The settlement will see 1MDB pay US$1.2 billion to IPIC, mainly by redeeming the former’s investment fund units Brazen Sky Ltd. and 1MDB Global Investment Ltd. (or GIL).
Now, this is extremely significant because both Brazen Sky and GIL were at the center of the corruption allegations we’re all familiar with.
Brazen Sky funds were said to be siphoned by Riza Aziz and Jho Low.
And money from GIL allegedly found its way to Najib’s personal bank account – the famous RM2.6 billion controversy.
But the 1MDB-IPIC settlement clearly demonstrates no misappropriation of funds ever took place.
Brazen Sky and GIL retain their funds in full – how else could they be monetised to pay for the US$1.2 billion?
It’s an unequivocal vindication of Najib and 1MDB, and a death blow to the silly ‘money is missing’ narrative that Pakatan has been obsessively pushing.
And then there’s the matter of the US$3.5 billion 1MDB paid to Aabar BVI, based on the belief that the latter was a subsidiary of IPIC.
IPIC previously denied this, and claimed it didn’t receive those funds.
Pakatan leaders have taken this to mean that 1MDB will have to make another taxpayer-funded payment of US$3.5 billion.
Nothing could be further from the truth.
Here is a line taken from IPIC’s statement on the settlement: “The parties have also agreed to enter into good faith discussions in relation to payments made by the 1MDB group to certain entities.”
This implies that 1MDB is very likely able to reclaim the US$3.5 billion it previously paid and use the money to clear its debt.

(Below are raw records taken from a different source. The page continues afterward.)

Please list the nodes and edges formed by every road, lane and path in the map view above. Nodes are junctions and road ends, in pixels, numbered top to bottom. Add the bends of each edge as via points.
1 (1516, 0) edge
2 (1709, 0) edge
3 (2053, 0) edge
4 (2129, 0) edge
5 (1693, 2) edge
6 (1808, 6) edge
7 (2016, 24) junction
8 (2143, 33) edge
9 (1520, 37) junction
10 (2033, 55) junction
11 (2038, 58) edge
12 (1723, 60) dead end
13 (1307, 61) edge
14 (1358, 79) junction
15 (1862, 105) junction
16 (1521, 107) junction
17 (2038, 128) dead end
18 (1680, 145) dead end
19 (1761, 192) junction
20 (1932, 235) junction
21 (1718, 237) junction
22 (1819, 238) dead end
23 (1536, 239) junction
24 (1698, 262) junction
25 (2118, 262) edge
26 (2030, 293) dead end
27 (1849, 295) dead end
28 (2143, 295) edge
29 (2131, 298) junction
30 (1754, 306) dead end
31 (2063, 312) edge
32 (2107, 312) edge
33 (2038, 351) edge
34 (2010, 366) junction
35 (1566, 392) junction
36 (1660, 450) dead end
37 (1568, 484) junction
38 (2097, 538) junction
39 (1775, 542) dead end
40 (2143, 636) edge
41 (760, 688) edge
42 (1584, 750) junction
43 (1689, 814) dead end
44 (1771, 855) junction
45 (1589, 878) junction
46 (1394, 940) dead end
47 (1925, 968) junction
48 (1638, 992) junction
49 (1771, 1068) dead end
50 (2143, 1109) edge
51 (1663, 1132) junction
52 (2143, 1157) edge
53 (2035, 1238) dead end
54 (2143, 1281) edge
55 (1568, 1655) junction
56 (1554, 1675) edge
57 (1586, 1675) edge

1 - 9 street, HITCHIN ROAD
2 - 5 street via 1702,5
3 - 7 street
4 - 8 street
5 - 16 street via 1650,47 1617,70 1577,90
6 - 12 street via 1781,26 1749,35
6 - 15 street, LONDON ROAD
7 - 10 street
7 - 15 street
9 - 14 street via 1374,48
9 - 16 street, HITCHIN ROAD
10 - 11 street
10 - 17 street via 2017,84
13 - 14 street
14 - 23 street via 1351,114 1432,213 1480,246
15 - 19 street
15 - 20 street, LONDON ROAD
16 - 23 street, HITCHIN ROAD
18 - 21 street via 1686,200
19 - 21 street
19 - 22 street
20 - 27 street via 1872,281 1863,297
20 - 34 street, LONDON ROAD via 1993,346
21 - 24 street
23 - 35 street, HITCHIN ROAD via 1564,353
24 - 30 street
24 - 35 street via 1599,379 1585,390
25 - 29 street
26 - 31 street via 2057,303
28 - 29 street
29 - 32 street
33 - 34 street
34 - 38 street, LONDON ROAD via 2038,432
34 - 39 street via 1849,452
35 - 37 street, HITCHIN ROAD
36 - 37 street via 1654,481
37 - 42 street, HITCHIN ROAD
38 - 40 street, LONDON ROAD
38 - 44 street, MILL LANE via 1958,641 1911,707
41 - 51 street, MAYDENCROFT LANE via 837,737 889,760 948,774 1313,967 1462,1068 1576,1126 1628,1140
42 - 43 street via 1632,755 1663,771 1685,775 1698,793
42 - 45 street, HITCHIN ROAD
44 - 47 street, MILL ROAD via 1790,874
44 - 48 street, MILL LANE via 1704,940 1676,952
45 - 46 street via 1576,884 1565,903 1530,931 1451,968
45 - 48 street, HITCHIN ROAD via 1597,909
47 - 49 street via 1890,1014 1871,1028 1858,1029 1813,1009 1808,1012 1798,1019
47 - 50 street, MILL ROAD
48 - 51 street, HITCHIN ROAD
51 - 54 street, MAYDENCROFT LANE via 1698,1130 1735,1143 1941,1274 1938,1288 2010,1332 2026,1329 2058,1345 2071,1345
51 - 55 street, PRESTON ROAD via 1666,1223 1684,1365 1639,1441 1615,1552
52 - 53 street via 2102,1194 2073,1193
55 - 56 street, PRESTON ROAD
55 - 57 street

In short, there will not be any ‘double payment’.
Sadly for Pakatan, 1MDB is steadily clearing all of its debts.
In March, Najib said that 1MDB had fully repaid all its short-term debts and bank debts, totaling over RM3 billion, over the past two years.
And the amicable settlement with IPIC signals that the 1MDB debt restructuring plan is close to the finish line.
Even accusations that 1MDB is hurting the economy have fallen flat.
Foreign investors are flocking back to Malaysia, making it the top regional gainer in terms of foreign fund inflows.
Foreign buying on Bursa Malaysia has now hit its 11th consecutive week.
As Bloomberg reported, “stronger consumer spending and an export recovery” pushed economic growth to a one-year high in the last quarter of 2016.
What do Pakatan leaders have to say about all this?
Since day one, they have used 1MDB as a distraction from their own troubles – their constant infighting, contradictory statements, and about-faces.
Faced with even minor criticisms of their rickety coalition, they return each time to 1MDB.
That may no longer be possible.
With 1MDB’s gradual recovery, Pakatan’s lack of substance is laid bare.
The coalition has no candidate for prime minister, no plans to govern the country, and certainly no permanent principles to boast of.
Pakatan has been unable to stop disgruntled members from leaving (see DAP and Pribumi), and it’s unlikely to prevent three-way fights in GE14.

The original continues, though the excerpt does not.